### EXERCISE AIM
Your task is to print each record exactly as it reads.

DATA IN THIS EXERCISE: Begin

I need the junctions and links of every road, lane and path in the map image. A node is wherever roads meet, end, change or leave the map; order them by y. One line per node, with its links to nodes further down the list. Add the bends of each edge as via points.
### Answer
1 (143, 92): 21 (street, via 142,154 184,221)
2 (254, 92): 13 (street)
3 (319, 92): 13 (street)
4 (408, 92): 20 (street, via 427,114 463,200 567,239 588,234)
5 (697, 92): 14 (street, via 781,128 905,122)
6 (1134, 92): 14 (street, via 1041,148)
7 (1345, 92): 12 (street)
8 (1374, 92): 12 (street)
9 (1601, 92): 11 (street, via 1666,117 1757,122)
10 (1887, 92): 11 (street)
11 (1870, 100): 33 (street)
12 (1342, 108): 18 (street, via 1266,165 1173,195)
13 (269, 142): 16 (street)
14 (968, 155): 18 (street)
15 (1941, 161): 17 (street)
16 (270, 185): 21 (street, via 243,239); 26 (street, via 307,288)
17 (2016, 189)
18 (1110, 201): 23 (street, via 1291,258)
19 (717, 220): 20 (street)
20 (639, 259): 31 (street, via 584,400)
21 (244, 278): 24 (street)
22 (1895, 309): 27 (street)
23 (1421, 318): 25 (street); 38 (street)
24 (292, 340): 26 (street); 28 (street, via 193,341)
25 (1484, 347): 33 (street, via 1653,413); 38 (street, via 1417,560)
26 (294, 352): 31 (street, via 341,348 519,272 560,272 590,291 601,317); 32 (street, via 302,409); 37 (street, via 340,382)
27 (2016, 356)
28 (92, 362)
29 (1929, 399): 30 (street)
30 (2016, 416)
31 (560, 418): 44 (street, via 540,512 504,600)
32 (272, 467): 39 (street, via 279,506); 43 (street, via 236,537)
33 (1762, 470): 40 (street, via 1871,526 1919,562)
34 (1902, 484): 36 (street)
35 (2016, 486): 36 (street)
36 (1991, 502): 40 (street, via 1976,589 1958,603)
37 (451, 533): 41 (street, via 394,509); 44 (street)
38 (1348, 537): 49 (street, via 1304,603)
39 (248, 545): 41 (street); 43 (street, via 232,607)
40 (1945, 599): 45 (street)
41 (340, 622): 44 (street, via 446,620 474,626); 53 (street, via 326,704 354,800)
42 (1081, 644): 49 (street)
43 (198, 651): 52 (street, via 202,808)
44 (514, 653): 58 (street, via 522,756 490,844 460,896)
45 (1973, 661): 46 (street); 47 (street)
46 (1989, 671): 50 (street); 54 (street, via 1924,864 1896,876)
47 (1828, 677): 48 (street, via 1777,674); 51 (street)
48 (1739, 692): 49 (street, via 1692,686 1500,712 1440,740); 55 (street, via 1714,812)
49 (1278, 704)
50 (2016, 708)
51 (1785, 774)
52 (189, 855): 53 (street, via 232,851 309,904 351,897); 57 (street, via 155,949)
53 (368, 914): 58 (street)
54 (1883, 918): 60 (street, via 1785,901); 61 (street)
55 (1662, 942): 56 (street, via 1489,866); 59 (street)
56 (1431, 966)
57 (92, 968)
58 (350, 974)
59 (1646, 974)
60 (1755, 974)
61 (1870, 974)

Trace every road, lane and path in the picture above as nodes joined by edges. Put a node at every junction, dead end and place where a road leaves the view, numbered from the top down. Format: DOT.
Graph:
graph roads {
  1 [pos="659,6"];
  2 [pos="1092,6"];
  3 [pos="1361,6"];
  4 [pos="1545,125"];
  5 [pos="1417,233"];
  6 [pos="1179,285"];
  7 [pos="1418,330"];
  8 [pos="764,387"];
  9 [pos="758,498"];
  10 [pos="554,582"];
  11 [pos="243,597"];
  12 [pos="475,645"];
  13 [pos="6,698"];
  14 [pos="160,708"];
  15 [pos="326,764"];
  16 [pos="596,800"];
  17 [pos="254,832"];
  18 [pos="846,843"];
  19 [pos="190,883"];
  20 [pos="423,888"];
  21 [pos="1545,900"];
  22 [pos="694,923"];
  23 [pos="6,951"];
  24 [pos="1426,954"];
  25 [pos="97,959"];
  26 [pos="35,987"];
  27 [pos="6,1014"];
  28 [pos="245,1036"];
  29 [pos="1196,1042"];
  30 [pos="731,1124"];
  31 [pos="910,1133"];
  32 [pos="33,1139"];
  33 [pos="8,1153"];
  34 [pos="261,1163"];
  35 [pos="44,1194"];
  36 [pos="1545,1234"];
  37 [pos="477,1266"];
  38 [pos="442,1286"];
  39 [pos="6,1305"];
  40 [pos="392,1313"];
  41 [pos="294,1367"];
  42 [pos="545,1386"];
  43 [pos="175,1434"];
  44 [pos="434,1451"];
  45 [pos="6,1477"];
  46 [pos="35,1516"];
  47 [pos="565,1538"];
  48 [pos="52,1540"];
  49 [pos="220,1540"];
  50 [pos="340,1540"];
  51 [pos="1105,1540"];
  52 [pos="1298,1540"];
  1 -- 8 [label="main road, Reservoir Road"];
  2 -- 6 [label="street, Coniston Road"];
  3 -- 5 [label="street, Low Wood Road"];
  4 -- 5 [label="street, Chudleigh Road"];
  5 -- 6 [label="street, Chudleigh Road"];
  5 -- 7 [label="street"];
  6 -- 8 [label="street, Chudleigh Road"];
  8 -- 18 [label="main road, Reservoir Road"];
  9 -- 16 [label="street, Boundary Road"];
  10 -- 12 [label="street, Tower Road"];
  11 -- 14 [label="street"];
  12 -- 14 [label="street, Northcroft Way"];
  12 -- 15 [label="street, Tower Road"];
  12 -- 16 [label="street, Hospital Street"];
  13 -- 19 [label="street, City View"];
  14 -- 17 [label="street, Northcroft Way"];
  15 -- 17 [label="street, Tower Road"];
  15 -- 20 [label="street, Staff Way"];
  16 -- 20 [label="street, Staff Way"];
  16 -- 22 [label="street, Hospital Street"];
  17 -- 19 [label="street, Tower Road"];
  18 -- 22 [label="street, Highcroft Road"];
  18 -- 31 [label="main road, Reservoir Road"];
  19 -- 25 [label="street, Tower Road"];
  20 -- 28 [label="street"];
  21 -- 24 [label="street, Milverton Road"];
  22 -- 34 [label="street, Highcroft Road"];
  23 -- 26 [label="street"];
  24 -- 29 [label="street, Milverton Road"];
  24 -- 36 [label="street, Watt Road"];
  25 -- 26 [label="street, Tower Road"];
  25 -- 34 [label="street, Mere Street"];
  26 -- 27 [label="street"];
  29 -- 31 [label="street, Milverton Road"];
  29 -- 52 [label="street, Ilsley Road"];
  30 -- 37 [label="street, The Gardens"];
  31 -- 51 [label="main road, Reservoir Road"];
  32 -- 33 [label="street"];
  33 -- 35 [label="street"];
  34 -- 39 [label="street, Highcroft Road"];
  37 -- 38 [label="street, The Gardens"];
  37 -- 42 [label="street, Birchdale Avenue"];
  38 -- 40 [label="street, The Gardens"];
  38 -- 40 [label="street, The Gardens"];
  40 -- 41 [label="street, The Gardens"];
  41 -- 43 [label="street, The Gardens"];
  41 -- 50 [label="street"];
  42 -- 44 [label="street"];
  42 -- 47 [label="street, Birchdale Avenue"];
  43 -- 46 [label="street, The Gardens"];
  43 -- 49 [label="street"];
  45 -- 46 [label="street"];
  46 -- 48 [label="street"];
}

DATA IN THIS EXERCISE: End

### ANSWER AREA
I need the junctions and links of every road, lane and path in the map image. A node is wherever roads meet, end, change or leave the map; order them by y. One line per node, with its links to nodes further down the list. Add the bends of each edge as via points.
### Answer
1 (143, 92): 21 (street, via 142,154 184,221)
2 (254, 92): 13 (street)
3 (319, 92): 13 (street)
4 (408, 92): 20 (street, via 427,114 463,200 567,239 588,234)
5 (697, 92): 14 (street, via 781,128 905,122)
6 (1134, 92): 14 (street, via 1041,148)
7 (1345, 92): 12 (street)
8 (1374, 92): 12 (street)
9 (1601, 92): 11 (street, via 1666,117 1757,122)
10 (1887, 92): 11 (street)
11 (1870, 100): 33 (street)
12 (1342, 108): 18 (street, via 1266,165 1173,195)
13 (269, 142): 16 (street)
14 (968, 155): 18 (street)
15 (1941, 161): 17 (street)
16 (270, 185): 21 (street, via 243,239); 26 (street, via 307,288)
17 (2016, 189)
18 (1110, 201): 23 (street, via 1291,258)
19 (717, 220): 20 (street)
20 (639, 259): 31 (street, via 584,400)
21 (244, 278): 24 (street)
22 (1895, 309): 27 (street)
23 (1421, 318): 25 (street); 38 (street)
24 (292, 340): 26 (street); 28 (street, via 193,341)
25 (1484, 347): 33 (street, via 1653,413); 38 (street, via 1417,560)
26 (294, 352): 31 (street, via 341,348 519,272 560,272 590,291 601,317); 32 (street, via 302,409); 37 (street, via 340,382)
27 (2016, 356)
28 (92, 362)
29 (1929, 399): 30 (street)
30 (2016, 416)
31 (560, 418): 44 (street, via 540,512 504,600)
32 (272, 467): 39 (street, via 279,506); 43 (street, via 236,537)
33 (1762, 470): 40 (street, via 1871,526 1919,562)
34 (1902, 484): 36 (street)
35 (2016, 486): 36 (street)
36 (1991, 502): 40 (street, via 1976,589 1958,603)
37 (451, 533): 41 (street, via 394,509); 44 (street)
38 (1348, 537): 49 (street, via 1304,603)
39 (248, 545): 41 (street); 43 (street, via 232,607)
40 (1945, 599): 45 (street)
41 (340, 622): 44 (street, via 446,620 474,626); 53 (street, via 326,704 354,800)
42 (1081, 644): 49 (street)
43 (198, 651): 52 (street, via 202,808)
44 (514, 653): 58 (street, via 522,756 490,844 460,896)
45 (1973, 661): 46 (street); 47 (street)
46 (1989, 671): 50 (street); 54 (street, via 1924,864 1896,876)
47 (1828, 677): 48 (street, via 1777,674); 51 (street)
48 (1739, 692): 49 (street, via 1692,686 1500,712 1440,740); 55 (street, via 1714,812)
49 (1278, 704)
50 (2016, 708)
51 (1785, 774)
52 (189, 855): 53 (street, via 232,851 309,904 351,897); 57 (street, via 155,949)
53 (368, 914): 58 (street)
54 (1883, 918): 60 (street, via 1785,901); 61 (street)
55 (1662, 942): 56 (street, via 1489,866); 59 (street)
56 (1431, 966)
57 (92, 968)
58 (350, 974)
59 (1646, 974)
60 (1755, 974)
61 (1870, 974)

Trace every road, lane and path in the picture above as nodes joined by edges. Put a node at every junction, dead end and place where a road leaves the view, numbered from the top down. Format: DOT.
Graph:
graph roads {
  1 [pos="659,6"];
  2 [pos="1092,6"];
  3 [pos="1361,6"];
  4 [pos="1545,125"];
  5 [pos="1417,233"];
  6 [pos="1179,285"];
  7 [pos="1418,330"];
  8 [pos="764,387"];
  9 [pos="758,498"];
  10 [pos="554,582"];
  11 [pos="243,597"];
  12 [pos="475,645"];
  13 [pos="6,698"];
  14 [pos="160,708"];
  15 [pos="326,764"];
  16 [pos="596,800"];
  17 [pos="254,832"];
  18 [pos="846,843"];
  19 [pos="190,883"];
  20 [pos="423,888"];
  21 [pos="1545,900"];
  22 [pos="694,923"];
  23 [pos="6,951"];
  24 [pos="1426,954"];
  25 [pos="97,959"];
  26 [pos="35,987"];
  27 [pos="6,1014"];
  28 [pos="245,1036"];
  29 [pos="1196,1042"];
  30 [pos="731,1124"];
  31 [pos="910,1133"];
  32 [pos="33,1139"];
  33 [pos="8,1153"];
  34 [pos="261,1163"];
  35 [pos="44,1194"];
  36 [pos="1545,1234"];
  37 [pos="477,1266"];
  38 [pos="442,1286"];
  39 [pos="6,1305"];
  40 [pos="392,1313"];
  41 [pos="294,1367"];
  42 [pos="545,1386"];
  43 [pos="175,1434"];
  44 [pos="434,1451"];
  45 [pos="6,1477"];
  46 [pos="35,1516"];
  47 [pos="565,1538"];
  48 [pos="52,1540"];
  49 [pos="220,1540"];
  50 [pos="340,1540"];
  51 [pos="1105,1540"];
  52 [pos="1298,1540"];
  1 -- 8 [label="main road, Reservoir Road"];
  2 -- 6 [label="street, Coniston Road"];
  3 -- 5 [label="street, Low Wood Road"];
  4 -- 5 [label="street, Chudleigh Road"];
  5 -- 6 [label="street, Chudleigh Road"];
  5 -- 7 [label="street"];
  6 -- 8 [label="street, Chudleigh Road"];
  8 -- 18 [label="main road, Reservoir Road"];
  9 -- 16 [label="street, Boundary Road"];
  10 -- 12 [label="street, Tower Road"];
  11 -- 14 [label="street"];
  12 -- 14 [label="street, Northcroft Way"];
  12 -- 15 [label="street, Tower Road"];
  12 -- 16 [label="street, Hospital Street"];
  13 -- 19 [label="street, City View"];
  14 -- 17 [label="street, Northcroft Way"];
  15 -- 17 [label="street, Tower Road"];
  15 -- 20 [label="street, Staff Way"];
  16 -- 20 [label="street, Staff Way"];
  16 -- 22 [label="street, Hospital Street"];
  17 -- 19 [label="street, Tower Road"];
  18 -- 22 [label="street, Highcroft Road"];
  18 -- 31 [label="main road, Reservoir Road"];
  19 -- 25 [label="street, Tower Road"];
  20 -- 28 [label="street"];
  21 -- 24 [label="street, Milverton Road"];
  22 -- 34 [label="street, Highcroft Road"];
  23 -- 26 [label="street"];
  24 -- 29 [label="street, Milverton Road"];
  24 -- 36 [label="street, Watt Road"];
  25 -- 26 [label="street, Tower Road"];
  25 -- 34 [label="street, Mere Street"];
  26 -- 27 [label="street"];
  29 -- 31 [label="street, Milverton Road"];
  29 -- 52 [label="street, Ilsley Road"];
  30 -- 37 [label="street, The Gardens"];
  31 -- 51 [label="main road, Reservoir Road"];
  32 -- 33 [label="street"];
  33 -- 35 [label="street"];
  34 -- 39 [label="street, Highcroft Road"];
  37 -- 38 [label="street, The Gardens"];
  37 -- 42 [label="street, Birchdale Avenue"];
  38 -- 40 [label="street, The Gardens"];
  38 -- 40 [label="street, The Gardens"];
  40 -- 41 [label="street, The Gardens"];
  41 -- 43 [label="street, The Gardens"];
  41 -- 50 [label="street"];
  42 -- 44 [label="street"];
  42 -- 47 [label="street, Birchdale Avenue"];
  43 -- 46 [label="street, The Gardens"];
  43 -- 49 [label="street"];
  45 -- 46 [label="street"];
  46 -- 48 [label="street"];
}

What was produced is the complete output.